O Palmeiras estreia na fase de grupos da Libertadores na quarta-feira (6) com dúvidas sobre o desempenho coletivo da equipe, que não venceu quatro de seus nove jogos no ano. Também sobre a preparação física, levantadas por Felipão depois de ganhar do Ituano por 3 a 2. "A partir dos dez ou 15 minutos do segundo tempo, o time teve uma queda, uma situação que preciso conversar com o pessoal da preparação física e da fisiologia."

Dos dez gols marcados pelo Palmeiras em 2019, sete foram no primeiro tempo. Dos quatro sofridos, metade na segunda etapa. O alerta dos números não exclui dizer que, depois do título brasileiro, o Palmeiras não é convincente também em suas exibições de primeira etapa. Jogou bem, mesmo, contra o São Caetano. Contra o Corinthians, finalizou 11 vezes no primeiro tempo e 14 no segundo. O problema não foi físico. Foi de pontaria, porque dos 25 chutes só um acertou a meta de Cássio.

O Palmeiras é o quarto em finalizações no Campeonato Paulista, mas o sétimo quando o assunto é acertar a meta. O sexto colocado em número de gols.
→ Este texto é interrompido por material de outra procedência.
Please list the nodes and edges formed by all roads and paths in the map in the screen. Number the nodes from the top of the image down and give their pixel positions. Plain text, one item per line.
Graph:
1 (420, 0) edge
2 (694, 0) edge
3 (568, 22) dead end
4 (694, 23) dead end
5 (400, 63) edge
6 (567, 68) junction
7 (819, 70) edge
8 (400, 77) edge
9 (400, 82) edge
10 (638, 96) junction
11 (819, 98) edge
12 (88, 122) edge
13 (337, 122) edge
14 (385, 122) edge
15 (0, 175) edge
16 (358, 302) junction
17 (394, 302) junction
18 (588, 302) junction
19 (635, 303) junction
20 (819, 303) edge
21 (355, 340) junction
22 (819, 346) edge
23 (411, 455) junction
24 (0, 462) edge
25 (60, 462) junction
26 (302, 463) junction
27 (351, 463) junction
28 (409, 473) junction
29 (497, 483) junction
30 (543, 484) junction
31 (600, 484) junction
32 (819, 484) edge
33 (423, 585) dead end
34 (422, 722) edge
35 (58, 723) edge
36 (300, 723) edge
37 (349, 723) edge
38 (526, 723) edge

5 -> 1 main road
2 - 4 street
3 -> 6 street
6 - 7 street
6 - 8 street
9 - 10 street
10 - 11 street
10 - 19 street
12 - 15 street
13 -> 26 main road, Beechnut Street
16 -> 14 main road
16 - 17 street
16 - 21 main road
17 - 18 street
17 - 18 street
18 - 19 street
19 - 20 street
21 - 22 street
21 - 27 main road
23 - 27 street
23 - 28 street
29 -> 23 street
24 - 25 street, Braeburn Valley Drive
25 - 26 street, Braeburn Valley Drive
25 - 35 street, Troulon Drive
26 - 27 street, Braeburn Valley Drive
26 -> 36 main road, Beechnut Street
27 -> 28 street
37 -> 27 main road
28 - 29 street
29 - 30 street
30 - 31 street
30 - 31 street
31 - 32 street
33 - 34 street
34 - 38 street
Quando Felipão voltou ao Parque Antarctica, em julho, o time era o sétimo colocado do Brasileiro e quarto melhor ataque. Terminou campeão brasileiro e com o maior número de gols da competição. É um equívoco tratar Felipão como retranqueiro, fama que por muito tempo colou. Nas duas vezes em que ganhou o Brasileirão, teve o melhor ataque. Também na Copa do Mundo que venceu. Seus times podem ser duros, pragmáticos, é possível criticar sua admitida busca pelo futebol de resultados. Mas tentar o gol nunca lhe faltou.

Ninguém espera do Palmeiras de Felipão o que Felipão não entregará. A questão é ser competitivo e convincente a partir da estreia na Libertadores, contra o Junior de Barranquilla, na Colômbia. O vice-líder do Campeonato Colombiano trocou o técnico Julio Comesaña por Luis Fernando Suárez, que levou o Equador à Copa do Mundo de 2006 e Honduras à de 2014. Seria absurdo exaltar Suárez por suas participações em Mundiais sem lembrar que Felipão é um dos três técnicos a alcançar três semifinais de Copas em toda a história. Só Zagallo e o alemão Helmut Schöen tiveram o mesmo êxito.

Ou que Felipão participou de cinco Libertadores e chegou quatro vezes às semifinais. O currículo é indiscutível. A pergunta é sobre o presente. O Palmeiras não jogou ainda o que pode em 2019 porque o Estadual não exige? Ou porque o time perdeu o jeito em comparação com a campanha do título brasileiro?

Felipão dá sinais para quem sabe ler. Ano passado, nunca disse que havia um time B, para o Brasileirão, e outro C, para as Copas. Ler suas escalações ajudou a entender isso e também que havia sempre um grupo de três a quatro que jogavam quase sempre: Dudu, Bruno Henrique, Henrique, Moisés. Da mesma maneira, a escalação titular nos 3 a 2 sobre o Ituano na quarta-feira (27) deu o indício da equipe que entrará em campo na estreia na Libertadores.

Ricardo Goulart convence, Dudu ainda não jogou como no segundo semestre de 2018, Carlos Eduardo não deu sinal de que pode dar a velocidade que Felipão espera pela direita. Mas há um time. É deles a missão de mostrar, na Colômbia, que o Palmeiras pode ganhar o bi da Libertadores.